Ce magistrat a rendu compte des plaidoiries dans le délibéré de la cour, composée de :
Monsieur Olivier FOURMY, Président,
Madame Carine TASMADJIAN, Conseiller,
Madame Caroline BON, Vice présidente placée,
Greffier, lors des débats : Madame Florence PURTAS,
M. Y X est affilié auprès du régime social des indépendants (ci-après désignée 'RSI') en qualité de :
— gérant de la SARL CFGP ;
— et gérant majoritaire de la SARL Opéra Finance Conseil depuis le 31 décembre 2014 (pièces 1 et 2).
A ce titre, il est redevable des cotisations obligatoires d’assurance maladie, maternité et vieillesse,
d’invalidité et décès, d’allocations familiales, de formation professionnelle et de CSG-CRDS.
Le 10 mars 2015, estimant qu’il ne s’était pas acquitté de ses cotisations pour les périodes des 4e trimestre 2014 et 1er trimestre 2015, le RSI a établi une mise en demeure à l’encontre de M. X pour un montant de 4 848 euros comprenant 237 euros de majorations de retard. Cette mise en demeure a été notifiée à l’intéressé le 12 août 2015.
Saisie par M. X qui contestait son affiliation obligatoire et l’obligation de régler les cotisations, la commission de recours amiable a, par décision notifiée le 23 juin 2015, rejeté son recours.

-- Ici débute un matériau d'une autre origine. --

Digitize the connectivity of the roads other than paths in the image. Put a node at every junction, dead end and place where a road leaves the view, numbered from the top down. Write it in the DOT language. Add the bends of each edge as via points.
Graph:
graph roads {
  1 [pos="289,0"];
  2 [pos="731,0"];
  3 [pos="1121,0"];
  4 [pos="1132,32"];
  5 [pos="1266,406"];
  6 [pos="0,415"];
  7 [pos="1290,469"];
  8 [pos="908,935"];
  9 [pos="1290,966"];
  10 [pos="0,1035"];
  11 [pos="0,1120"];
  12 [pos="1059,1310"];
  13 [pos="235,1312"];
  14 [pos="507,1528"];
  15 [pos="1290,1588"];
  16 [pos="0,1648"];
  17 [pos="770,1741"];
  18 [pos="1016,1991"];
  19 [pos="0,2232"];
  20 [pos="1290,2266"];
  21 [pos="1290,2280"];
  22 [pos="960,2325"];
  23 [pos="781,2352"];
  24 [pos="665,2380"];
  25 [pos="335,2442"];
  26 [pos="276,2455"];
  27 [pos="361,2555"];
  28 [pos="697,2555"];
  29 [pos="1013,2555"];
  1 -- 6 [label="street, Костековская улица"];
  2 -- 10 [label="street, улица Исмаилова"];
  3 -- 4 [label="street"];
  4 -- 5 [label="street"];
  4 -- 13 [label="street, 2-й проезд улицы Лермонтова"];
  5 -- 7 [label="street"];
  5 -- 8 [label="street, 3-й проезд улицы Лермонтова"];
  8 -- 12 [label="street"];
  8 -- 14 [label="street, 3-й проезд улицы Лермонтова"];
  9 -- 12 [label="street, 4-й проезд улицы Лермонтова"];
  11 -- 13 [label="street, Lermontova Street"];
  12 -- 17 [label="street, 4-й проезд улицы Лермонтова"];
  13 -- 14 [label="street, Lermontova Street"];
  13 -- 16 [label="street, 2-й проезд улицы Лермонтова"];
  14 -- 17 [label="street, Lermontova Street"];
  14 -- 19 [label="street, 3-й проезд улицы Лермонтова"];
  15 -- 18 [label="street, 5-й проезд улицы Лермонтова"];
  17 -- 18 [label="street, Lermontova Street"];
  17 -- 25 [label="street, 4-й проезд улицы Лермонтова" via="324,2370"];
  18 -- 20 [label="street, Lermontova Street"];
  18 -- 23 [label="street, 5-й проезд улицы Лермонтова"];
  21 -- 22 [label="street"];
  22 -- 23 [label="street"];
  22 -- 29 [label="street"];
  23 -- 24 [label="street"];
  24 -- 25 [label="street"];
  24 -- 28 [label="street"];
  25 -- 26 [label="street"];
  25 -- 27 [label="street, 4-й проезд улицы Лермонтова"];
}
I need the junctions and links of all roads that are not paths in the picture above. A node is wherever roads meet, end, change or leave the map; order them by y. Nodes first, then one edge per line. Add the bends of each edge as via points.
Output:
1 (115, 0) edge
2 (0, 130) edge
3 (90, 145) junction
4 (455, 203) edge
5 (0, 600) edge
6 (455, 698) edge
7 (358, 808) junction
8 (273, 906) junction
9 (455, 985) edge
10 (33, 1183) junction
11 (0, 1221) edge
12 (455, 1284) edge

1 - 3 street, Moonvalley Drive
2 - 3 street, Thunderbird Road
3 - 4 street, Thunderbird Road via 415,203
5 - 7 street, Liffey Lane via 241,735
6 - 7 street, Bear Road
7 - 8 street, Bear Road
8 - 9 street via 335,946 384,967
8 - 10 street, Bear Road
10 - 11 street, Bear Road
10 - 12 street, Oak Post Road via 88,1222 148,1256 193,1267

M. X a alors porté sa contestation devant le tribunal des affaires de sécurité sociale des Yvelines qui, par jugement du 7 décembre 2017, a :
— rejeté la fin de non-recevoir liée à l’incompétence du tribunal ;
— dit n’y avoir lieu de poser à la Cour de justice de l’Union européenne la question préjudicielle sollicitée ;
— rejeté l’ensemble des demandes de M. X ;
— validé la mise en demeure du 11 mars 2015 ;
— condamné M. X à payer à la caisse du régime social des indépendants d’Ile-de-France Ouest la somme de 4 648 euros au titre du 4e trimestre 2014 et au 1er trimestre 2015 ;
— et a condamné M. Y X à payer à la caisse du régime social des indépendants d’Ile-de-France Ouest la somme de 500 euros sur le fondement de l’article 700 du code de procédure civile.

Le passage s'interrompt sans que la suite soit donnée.